In how many lines of these records does the word "Statue" appear? Give the number by itself.

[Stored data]
= = = =

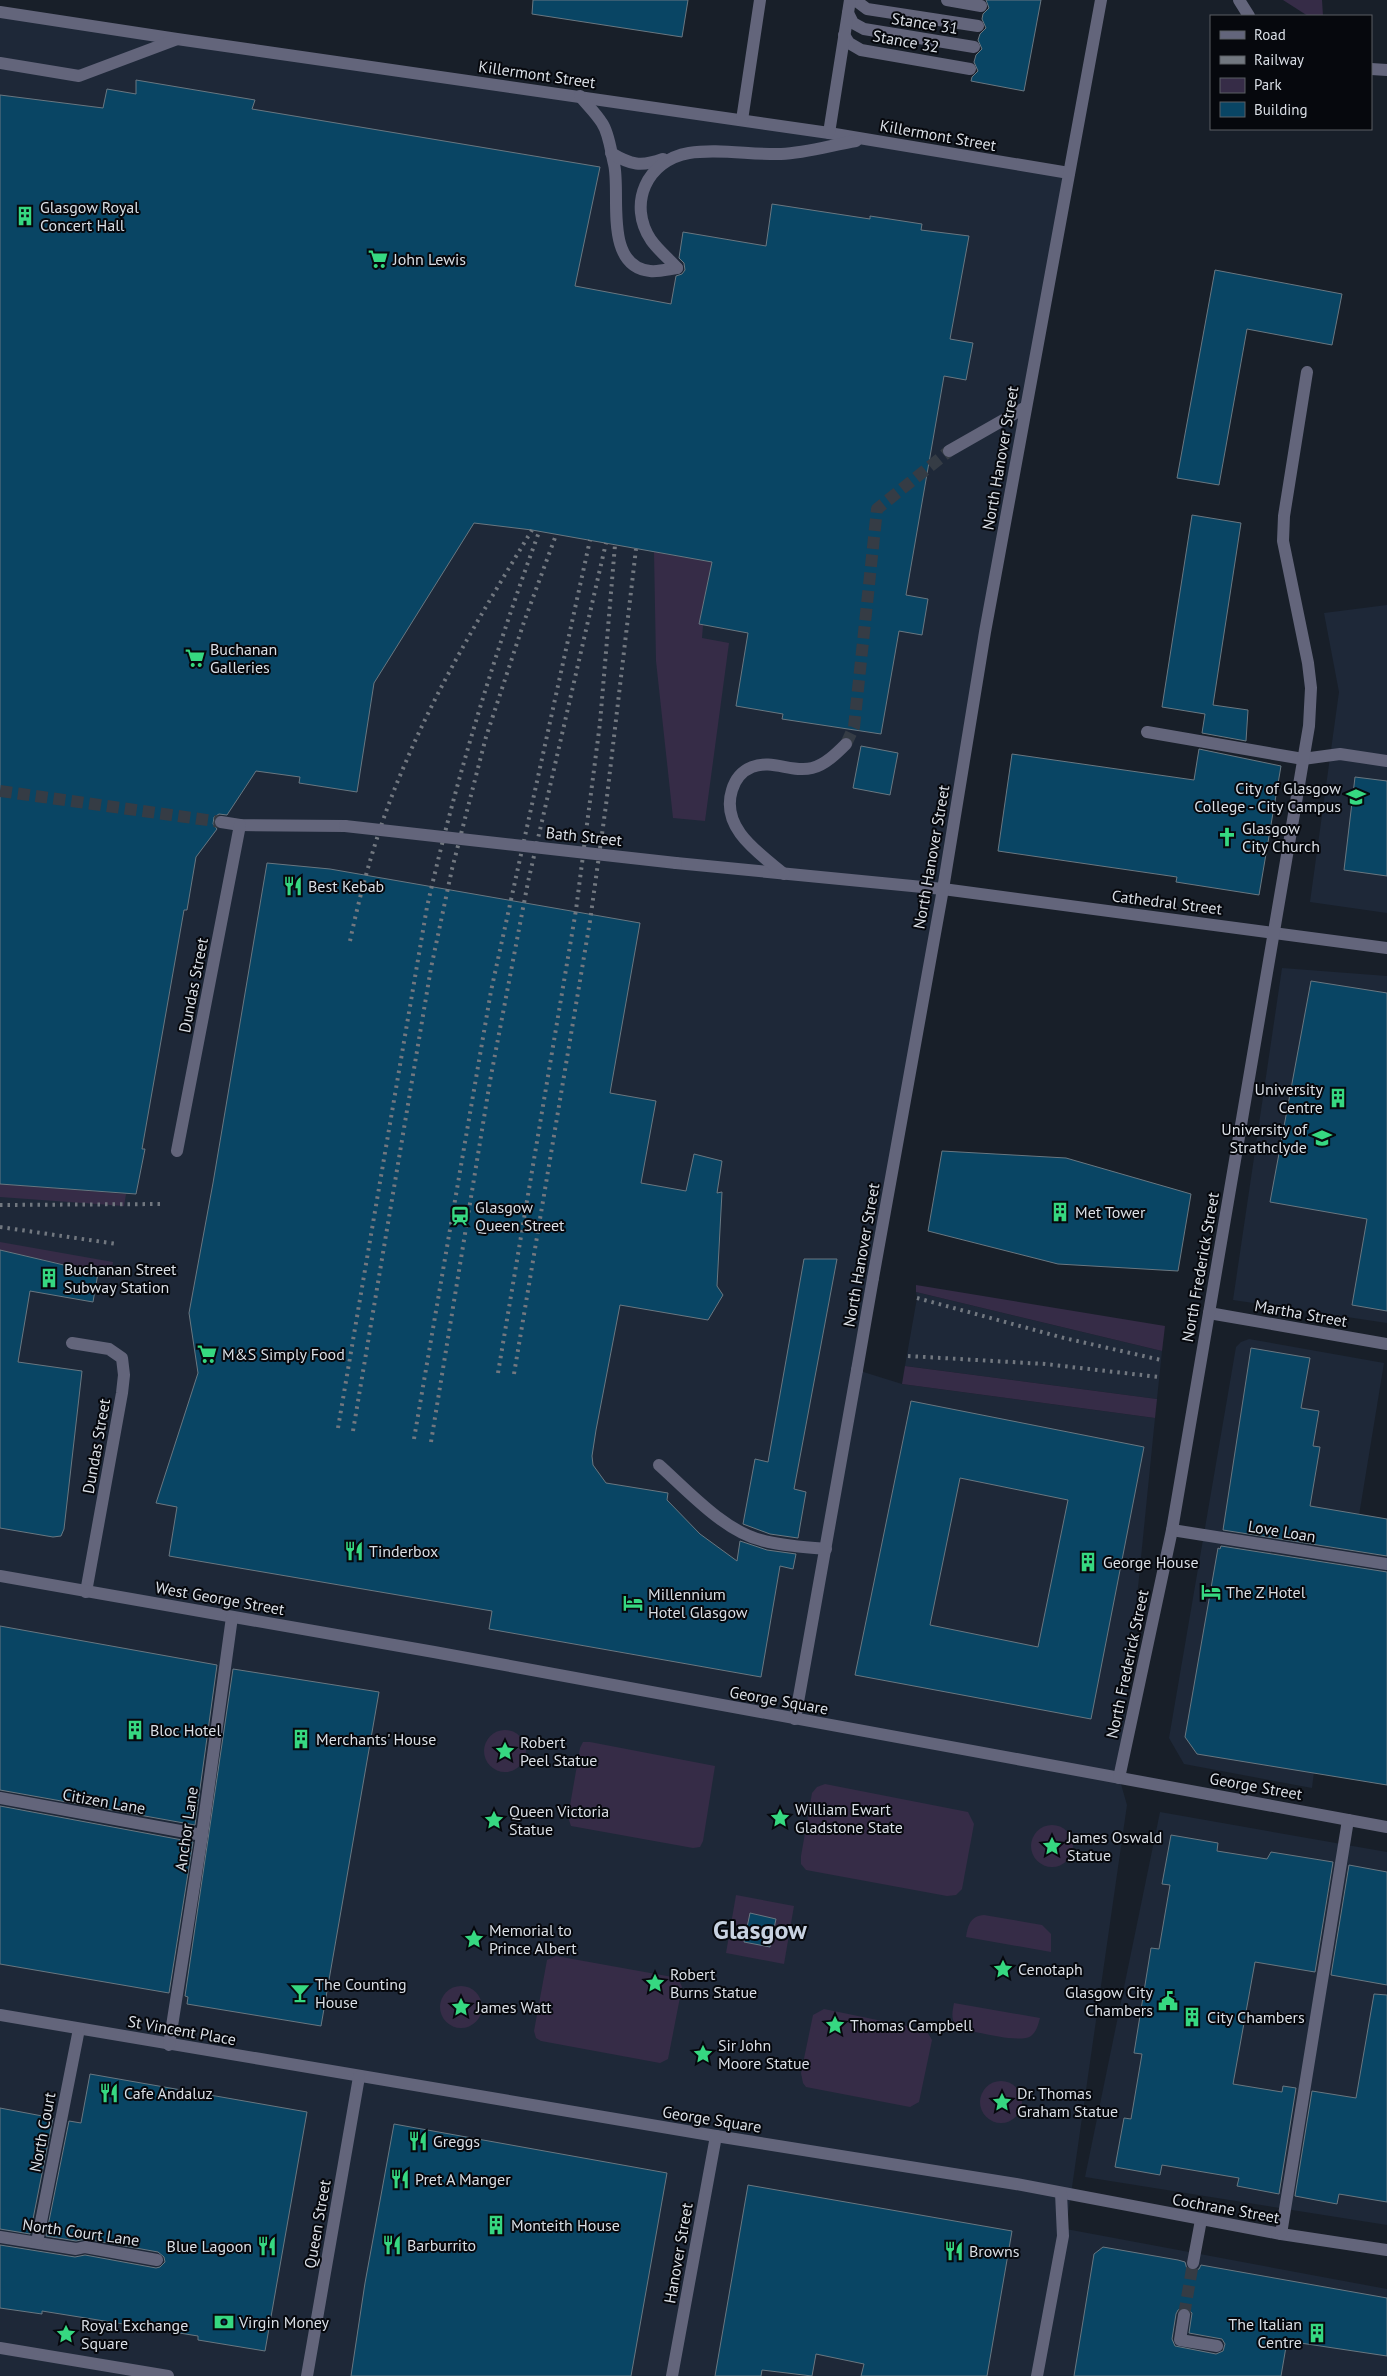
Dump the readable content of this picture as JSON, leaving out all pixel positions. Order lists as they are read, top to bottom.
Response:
{
  "streets": {
    "street": [
      "Stance 31",
      "Stance 32",
      "Killermont Street",
      "North Hanover Street",
      "Bath Street",
      "Cathedral Street",
      "Dundas Street",
      "North Frederick Street",
      "Martha Street",
      "Love Loan",
      "West George Street",
      "George Square",
      "George Street",
      "Citizen Lane",
      "Anchor Lane",
      "St Vincent Place",
      "North Court",
      "Cochrane Street",
      "Queen Street",
      "North Court Lane",
      "Hanover Street"
    ]
  },
  "crossings": [
    ["Killermont Street", "North Hanover Street"],
    ["North Hanover Street", "Bath Street"],
    ["North Hanover Street", "Cathedral Street"],
    ["North Hanover Street", "George Square"],
    ["Bath Street", "Cathedral Street"],
    ["Bath Street", "Dundas Street"],
    ["Cathedral Street", "North Frederick Street"],
    ["Dundas Street", "West George Street"],
    ["North Frederick Street", "Martha Street"],
    ["North Frederick Street", "Love Loan"],
    ["North Frederick Street", "George Square"],
    ["North Frederick Street", "George Street"],
    ["West George Street", "George Square"],
    ["West George Street", "Anchor Lane"],
    ["George Square", "George Street"],
    ["George Square", "St Vincent Place"],
    ["George Square", "Cochrane Street"],
    ["George Square", "Queen Street"],
    ["George Square", "Hanover Street"],
    ["Citizen Lane", "Anchor Lane"],
    ["Anchor Lane", "St Vincent Place"],
    ["St Vincent Place", "North Court"],
    ["St Vincent Place", "Queen Street"],
    ["North Court", "North Court Lane"]
  ],
  "districts": ["Glasgow"],
  "places": {
    "building": [
      "Glasgow Royal Concert Hall",
      "University Centre",
      "Met Tower",
      "Buchanan Street Subway Station",
      "George House",
      "Bloc Hotel",
      "Merchants' House",
      "City Chambers",
      "Monteith House",
      "The Italian Centre"
    ],
    "supermarket": ["John Lewis", "Buchanan Galleries", "M&S Simply Food"],
    "school or university": ["City of Glasgow College - City Campus", "University of Strathclyde"],
    "church": ["Glasgow City Church"],
    "restaurant": [
      "Best Kebab",
      "Tinderbox",
      "Cafe Andaluz",
      "Greggs",
      "Pret A Manger",
      "Barburrito",
      "Blue Lagoon",
      "Browns"
    ],
    "station": ["Glasgow Queen Street"],
    "hotel": ["The Z Hotel", "Millennium Hotel Glasgow"],
    "place": [
      "Robert Peel Statue",
      "William Ewart Gladstone State",
      "Queen Victoria Statue",
      "James Oswald Statue",
      "Memorial to Prince Albert",
      "Cenotaph",
      "Robert Burns Statue",
      "James Watt",
      "Thomas Campbell",
      "Sir John Moore Statue",
      "Dr. Thomas Graham Statue",
      "Royal Exchange Square"
    ],
    "bar": ["The Counting House"],
    "public building": ["Glasgow City Chambers"],
    "bank": ["Virgin Money"]
  },
  "legend": [
    "Road",
    "Railway",
    "Park",
    "Building"
  ]
}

= = = =

**Exercise solution:**
6